昨日の続き

 昨日のつづき。
 ただし、最後まで書いてみて「KHさん」では実感がわかなかったので、元の上司ということで「上元さん」(仮名)で行きたいと思います。

 暑い日に上元さん宅をお見舞いの水菓子を携えて訪問した。
 玄関に現われた上元さんは、思ったほどやつれてはおらず、ステテコ姿でこれは相変わらず昔のままだ。確かに痩せてはいるが、以前も細身だったので、それほどの違和感はない。
 客間に通される。娘さんが冷茶とくだものを出してくれた。そこで四方山話というか、ワシャの今後の活き方について報告やら相談をする。
「この歳になって分ったことだが、やりたいことをやっていないと人間はダメになる。ぼくも退職してから、再就職のようなことはしなかったが、しないほうが活き活きと生きられる」
 上元さん、一時期は副社長とも目されていたが、トップが入れ替わり、閑職に回された。それでもまったく腐ることもなくポジティブな考え方、とらえ方には、本当に元気づけられる、勇気づけられる。上元さんを含めワシャが尊敬して長く付き合ってきた人たちは、やっぱりモノのいい人だった。ワシャの人生形成にに大きな背中を見せてくれた先輩たちだった。
 上元さんは、ガンで食道を切除されたそうだ。9時間半もの長い手術を耐えた。本人は「普通、そのくらいはかかるんだ」と言っておられた。食道を取ってしまったので、胃を持ち上げて食道の代わりとしている。

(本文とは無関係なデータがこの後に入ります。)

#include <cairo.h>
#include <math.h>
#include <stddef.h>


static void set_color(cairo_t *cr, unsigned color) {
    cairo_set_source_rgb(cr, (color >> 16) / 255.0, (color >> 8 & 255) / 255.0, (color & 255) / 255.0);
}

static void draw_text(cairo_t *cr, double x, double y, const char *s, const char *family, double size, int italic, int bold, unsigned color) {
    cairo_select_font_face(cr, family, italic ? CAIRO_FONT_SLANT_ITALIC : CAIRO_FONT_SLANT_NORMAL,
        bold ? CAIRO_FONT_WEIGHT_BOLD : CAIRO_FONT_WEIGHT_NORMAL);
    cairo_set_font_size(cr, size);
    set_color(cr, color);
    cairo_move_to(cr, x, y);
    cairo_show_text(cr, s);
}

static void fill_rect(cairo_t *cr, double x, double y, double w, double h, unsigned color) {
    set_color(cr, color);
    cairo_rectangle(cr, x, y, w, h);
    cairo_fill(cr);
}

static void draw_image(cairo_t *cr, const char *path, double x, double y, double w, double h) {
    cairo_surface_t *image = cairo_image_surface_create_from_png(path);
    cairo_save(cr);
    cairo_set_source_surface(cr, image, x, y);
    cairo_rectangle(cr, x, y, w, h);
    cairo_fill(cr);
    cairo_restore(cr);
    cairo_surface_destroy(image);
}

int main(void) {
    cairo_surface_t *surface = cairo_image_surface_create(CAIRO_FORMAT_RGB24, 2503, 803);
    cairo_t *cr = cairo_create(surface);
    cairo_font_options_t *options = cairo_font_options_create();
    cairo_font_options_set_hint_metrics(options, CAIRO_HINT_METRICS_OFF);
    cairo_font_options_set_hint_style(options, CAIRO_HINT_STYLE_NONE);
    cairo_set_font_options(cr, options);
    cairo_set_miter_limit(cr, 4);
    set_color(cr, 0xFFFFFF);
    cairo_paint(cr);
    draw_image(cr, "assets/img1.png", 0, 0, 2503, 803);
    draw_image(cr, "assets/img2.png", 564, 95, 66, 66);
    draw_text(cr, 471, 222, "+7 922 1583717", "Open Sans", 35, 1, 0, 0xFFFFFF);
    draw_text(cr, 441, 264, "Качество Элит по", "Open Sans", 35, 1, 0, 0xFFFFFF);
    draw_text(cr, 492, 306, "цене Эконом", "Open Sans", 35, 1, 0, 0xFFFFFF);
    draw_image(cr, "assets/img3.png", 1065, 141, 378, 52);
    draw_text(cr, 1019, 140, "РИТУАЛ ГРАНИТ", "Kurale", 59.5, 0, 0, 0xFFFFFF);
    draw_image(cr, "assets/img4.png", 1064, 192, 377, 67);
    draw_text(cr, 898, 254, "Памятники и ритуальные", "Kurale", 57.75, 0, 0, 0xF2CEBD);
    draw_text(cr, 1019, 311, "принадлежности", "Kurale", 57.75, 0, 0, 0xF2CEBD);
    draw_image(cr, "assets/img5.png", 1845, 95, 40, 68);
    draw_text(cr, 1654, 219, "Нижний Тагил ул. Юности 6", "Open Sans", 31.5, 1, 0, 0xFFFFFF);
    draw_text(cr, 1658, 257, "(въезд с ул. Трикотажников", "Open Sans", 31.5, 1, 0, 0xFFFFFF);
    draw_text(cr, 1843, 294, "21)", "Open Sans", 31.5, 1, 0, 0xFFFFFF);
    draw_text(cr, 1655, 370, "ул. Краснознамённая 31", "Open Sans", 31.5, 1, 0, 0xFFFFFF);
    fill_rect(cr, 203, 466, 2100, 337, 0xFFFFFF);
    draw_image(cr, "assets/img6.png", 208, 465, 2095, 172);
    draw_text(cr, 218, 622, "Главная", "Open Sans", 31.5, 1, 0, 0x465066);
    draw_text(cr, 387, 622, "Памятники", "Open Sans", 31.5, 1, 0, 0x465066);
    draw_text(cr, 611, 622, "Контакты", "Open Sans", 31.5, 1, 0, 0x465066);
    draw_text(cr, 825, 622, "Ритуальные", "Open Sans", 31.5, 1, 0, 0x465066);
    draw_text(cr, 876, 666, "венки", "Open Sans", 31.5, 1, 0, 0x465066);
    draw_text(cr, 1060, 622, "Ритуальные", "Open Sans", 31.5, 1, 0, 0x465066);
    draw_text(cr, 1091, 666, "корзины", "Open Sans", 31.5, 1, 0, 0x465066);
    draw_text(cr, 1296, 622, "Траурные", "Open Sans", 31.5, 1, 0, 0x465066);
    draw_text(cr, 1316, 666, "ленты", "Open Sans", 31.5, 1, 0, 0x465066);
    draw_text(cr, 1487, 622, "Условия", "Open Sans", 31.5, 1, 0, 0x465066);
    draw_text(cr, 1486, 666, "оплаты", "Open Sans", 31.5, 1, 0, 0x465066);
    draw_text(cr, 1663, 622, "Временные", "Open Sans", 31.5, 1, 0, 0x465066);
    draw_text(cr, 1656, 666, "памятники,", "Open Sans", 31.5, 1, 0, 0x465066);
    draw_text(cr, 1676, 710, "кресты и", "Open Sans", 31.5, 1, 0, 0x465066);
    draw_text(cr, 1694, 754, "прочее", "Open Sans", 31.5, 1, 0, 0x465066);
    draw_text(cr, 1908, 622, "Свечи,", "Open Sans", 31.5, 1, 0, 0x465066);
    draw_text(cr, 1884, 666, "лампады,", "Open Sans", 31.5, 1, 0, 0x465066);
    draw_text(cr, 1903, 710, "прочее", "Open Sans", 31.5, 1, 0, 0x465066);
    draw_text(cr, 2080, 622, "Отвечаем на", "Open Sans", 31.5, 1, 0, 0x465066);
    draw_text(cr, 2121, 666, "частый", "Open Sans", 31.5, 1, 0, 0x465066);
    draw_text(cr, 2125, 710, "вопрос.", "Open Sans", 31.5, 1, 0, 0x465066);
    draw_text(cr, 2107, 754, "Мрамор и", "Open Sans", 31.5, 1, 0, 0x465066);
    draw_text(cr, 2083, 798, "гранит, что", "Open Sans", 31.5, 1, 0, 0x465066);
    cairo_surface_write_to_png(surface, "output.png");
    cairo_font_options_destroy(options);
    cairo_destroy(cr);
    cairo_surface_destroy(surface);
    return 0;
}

だから飲食物がストレートに胃に落ちてしまうので、もどしたりすることもあるという。流動性、粘着性があって、ゆっくりと胃に入っていくものならいいらしい。上元さんは「甘酒のようなものがいいんだけどね」と言った。おっと、ワルシャワの見舞いは「水菓子」である。それも甘酒をゼリーで包んだ老舗菓子屋のものである。エヘン。そしてかなり酒豪だった上元さんは「アルコールは全然飲めなくなった」と寂しそうにつぶやいた。
「でもな、スケッチは欠かさず描いているんだ」と目を輝かせて言ったものだ。その話になると上元さんは急に立ち上がり「ちょっと待てよ、スケッチブックを持ってくるから」と2階にバタバタと駆け上がっていった。元気じゃん。そして何冊かのスケッチブックを抱えて戻ってきた。
 浜名湖上高地などの風景もあり、裸婦のデッサンも何枚かあった。上元さんは、風景画の上手い方で、さらりとしたタッチの中に、ちょっとした憂いのようなものを込めるのが巧みだ。だから、上元さんの影響を受けて、ワシャの水彩画もサラリと言うか淡泊なものが多い。上元さんの風景画は壁に描けておくととてもいい雰囲気だ。ワシャの行く料亭にも飾ってありますぞ。
 ところが上元さんの描く裸婦は、風景画と打って変って尋常ならざるものである。コテコテ、ネットリ、ジュクジュク系の裸婦は、思わずゲップが出てしまうほど妖艶でエロチックでグロテスクだ。風景と裸婦のここまでの差はいったい何なんだろう。絶対に同一人物が描いた絵とは思えない。お見せできないのが残念ですぞ。
 かれこれ2時間ほど、お話を聴いていた。ワシャの話など、冒頭の5分程で、あとはずーっと上元さんの話に終始した。
 日が傾いてきて、そろそろ辞す時間がやってきた。上元さんの話は尽きないが、「もうそろそろ失礼します」と告げると、まことに残念そうな表情を見せて「そうか……」とだけ言われた。玄関では娘さんと並んで見送ってくれた。上元さんに「また顔を出します」と言うと「おう、また寄ってくれ」と笑顔を見せた。丁寧に頭を下げて玄関戸をしめた。
 庭先がちょっとした広場になっていて、そこに車を停めていた。炎天である。もう車はカンカンのチンチンだった。ドアを開けてクーラーを入れて、冷していると庭の奥のさっきまでいた座敷の掃出し窓が見える。網戸越しなのでよく見えなかったが、そこに上元さんが立って手を振っているではないか。見送ってくれていた。ワシャはあわてて車に乗り込んで、深々と頭を下げて広場から車を出し、上元邸を後にしたのだった。
 時間は流れているんだ、ということを久々に実感した。